Once the pictures are set aside, transcribe the remaining data exactly.

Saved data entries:
■ ■ ■ ■ ■

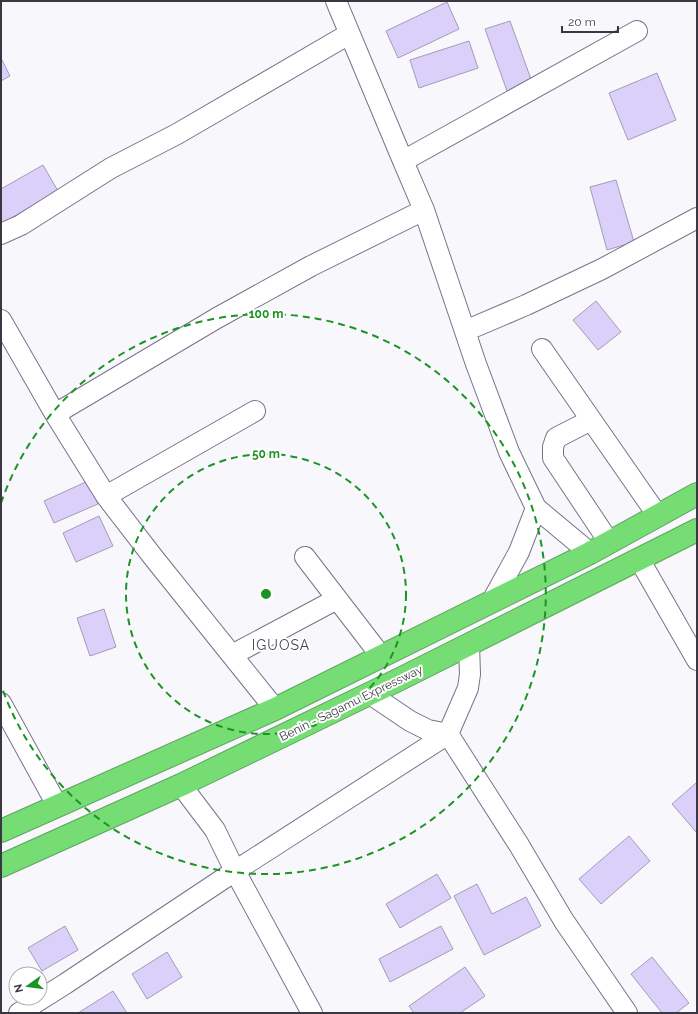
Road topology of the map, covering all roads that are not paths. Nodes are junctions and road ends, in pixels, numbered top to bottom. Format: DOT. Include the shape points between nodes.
graph roads {
  1 [pos="336,1"];
  2 [pos="637,31"];
  3 [pos="349,34"];
  4 [pos="403,161"];
  5 [pos="424,210"];
  6 [pos="697,218"];
  7 [pos="1,234"];
  8 [pos="1,320"];
  9 [pos="464,331"];
  10 [pos="542,349"];
  11 [pos="255,411"];
  12 [pos="55,414"];
  13 [pos="591,420"];
  14 [pos="697,494"];
  15 [pos="106,496"];
  16 [pos="536,508"];
  17 [pos="658,516"];
  18 [pos="697,530"];
  19 [pos="609,542"];
  20 [pos="590,553"];
  21 [pos="305,557"];
  22 [pos="639,559"];
  23 [pos="337,599"];
  24 [pos="492,601"];
  25 [pos="469,645"];
  26 [pos="232,655"];
  27 [pos="381,656"];
  28 [pos="697,660"];
  29 [pos="370,694"];
  30 [pos="1,703"];
  31 [pos="275,709"];
  32 [pos="448,734"];
  33 [pos="181,785"];
  34 [pos="57,805"];
  35 [pos="1,831"];
  36 [pos="1,866"];
  37 [pos="235,871"];
  38 [pos="19,1013"];
  39 [pos="312,1013"];
  40 [pos="627,1013"];
  1 -- 3 [label="street"];
  2 -- 4 [label="street"];
  3 -- 4 [label="street"];
  3 -- 7 [label="street" via="177,134 111,168 21,225"];
  4 -- 5 [label="street"];
  5 -- 9 [label="street"];
  5 -- 12 [label="street" via="304,270 216,318"];
  6 -- 9 [label="street" via="602,269"];
  8 -- 12 [label="street"];
  9 -- 16 [label="street" via="509,452"];
  10 -- 13 [label="street"];
  11 -- 15 [label="street"];
  12 -- 15 [label="street"];
  13 -- 17 [label="street"];
  13 -- 19 [label="street" via="556,438 552,447 553,458"];
  14 -- 17 [label="highway"];
  15 -- 26 [label="street"];
  16 -- 20 [label="street"];
  16 -- 24 [label="street" via="519,552"];
  17 -- 19 [label="highway"];
  18 -- 22 [label="highway, Benin - Sagamu Expressway"];
  19 -- 20 [label="highway"];
  20 -- 24 [label="highway"];
  21 -- 23 [label="street"];
  22 -- 25 [label="highway, Benin - Sagamu Expressway"];
  22 -- 28 [label="street"];
  23 -- 26 [label="street"];
  23 -- 27 [label="street"];
  24 -- 27 [label="highway"];
  25 -- 29 [label="highway, Benin - Sagamu Expressway"];
  25 -- 32 [label="street" via="468,688"];
  26 -- 31 [label="street"];
  27 -- 31 [label="highway"];
  29 -- 32 [label="street" via="410,721 428,730"];
  29 -- 33 [label="highway, Benin - Sagamu Expressway"];
  30 -- 34 [label="street"];
  31 -- 34 [label="highway"];
  32 -- 37 [label="street"];
  32 -- 40 [label="street" via="519,844 564,920"];
  33 -- 36 [label="highway, Benin - Sagamu Expressway"];
  33 -- 37 [label="street" via="215,830"];
  34 -- 35 [label="highway"];
  37 -- 38 [label="street"];
  37 -- 39 [label="street"];
}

■ ■ ■ ■ ■

• Your response
Road topology of the map, covering all roads that are not paths. Nodes are junctions and road ends, in pixels, numbered top to bottom. Format: DOT. Include the shape points between nodes.
graph roads {
  1 [pos="336,1"];
  2 [pos="637,31"];
  3 [pos="349,34"];
  4 [pos="403,161"];
  5 [pos="424,210"];
  6 [pos="697,218"];
  7 [pos="1,234"];
  8 [pos="1,320"];
  9 [pos="464,331"];
  10 [pos="542,349"];
  11 [pos="255,411"];
  12 [pos="55,414"];
  13 [pos="591,420"];
  14 [pos="697,494"];
  15 [pos="106,496"];
  16 [pos="536,508"];
  17 [pos="658,516"];
  18 [pos="697,530"];
  19 [pos="609,542"];
  20 [pos="590,553"];
  21 [pos="305,557"];
  22 [pos="639,559"];
  23 [pos="337,599"];
  24 [pos="492,601"];
  25 [pos="469,645"];
  26 [pos="232,655"];
  27 [pos="381,656"];
  28 [pos="697,660"];
  29 [pos="370,694"];
  30 [pos="1,703"];
  31 [pos="275,709"];
  32 [pos="448,734"];
  33 [pos="181,785"];
  34 [pos="57,805"];
  35 [pos="1,831"];
  36 [pos="1,866"];
  37 [pos="235,871"];
  38 [pos="19,1013"];
  39 [pos="312,1013"];
  40 [pos="627,1013"];
  1 -- 3 [label="street"];
  2 -- 4 [label="street"];
  3 -- 4 [label="street"];
  3 -- 7 [label="street" via="177,134 111,168 21,225"];
  4 -- 5 [label="street"];
  5 -- 9 [label="street"];
  5 -- 12 [label="street" via="304,270 216,318"];
  6 -- 9 [label="street" via="602,269"];
  8 -- 12 [label="street"];
  9 -- 16 [label="street" via="509,452"];
  10 -- 13 [label="street"];
  11 -- 15 [label="street"];
  12 -- 15 [label="street"];
  13 -- 17 [label="street"];
  13 -- 19 [label="street" via="556,438 552,447 553,458"];
  14 -- 17 [label="highway"];
  15 -- 26 [label="street"];
  16 -- 20 [label="street"];
  16 -- 24 [label="street" via="519,552"];
  17 -- 19 [label="highway"];
  18 -- 22 [label="highway, Benin - Sagamu Expressway"];
  19 -- 20 [label="highway"];
  20 -- 24 [label="highway"];
  21 -- 23 [label="street"];
  22 -- 25 [label="highway, Benin - Sagamu Expressway"];
  22 -- 28 [label="street"];
  23 -- 26 [label="street"];
  23 -- 27 [label="street"];
  24 -- 27 [label="highway"];
  25 -- 29 [label="highway, Benin - Sagamu Expressway"];
  25 -- 32 [label="street" via="468,688"];
  26 -- 31 [label="street"];
  27 -- 31 [label="highway"];
  29 -- 32 [label="street" via="410,721 428,730"];
  29 -- 33 [label="highway, Benin - Sagamu Expressway"];
  30 -- 34 [label="street"];
  31 -- 34 [label="highway"];
  32 -- 37 [label="street"];
  32 -- 40 [label="street" via="519,844 564,920"];
  33 -- 36 [label="highway, Benin - Sagamu Expressway"];
  33 -- 37 [label="street" via="215,830"];
  34 -- 35 [label="highway"];
  37 -- 38 [label="street"];
  37 -- 39 [label="street"];
}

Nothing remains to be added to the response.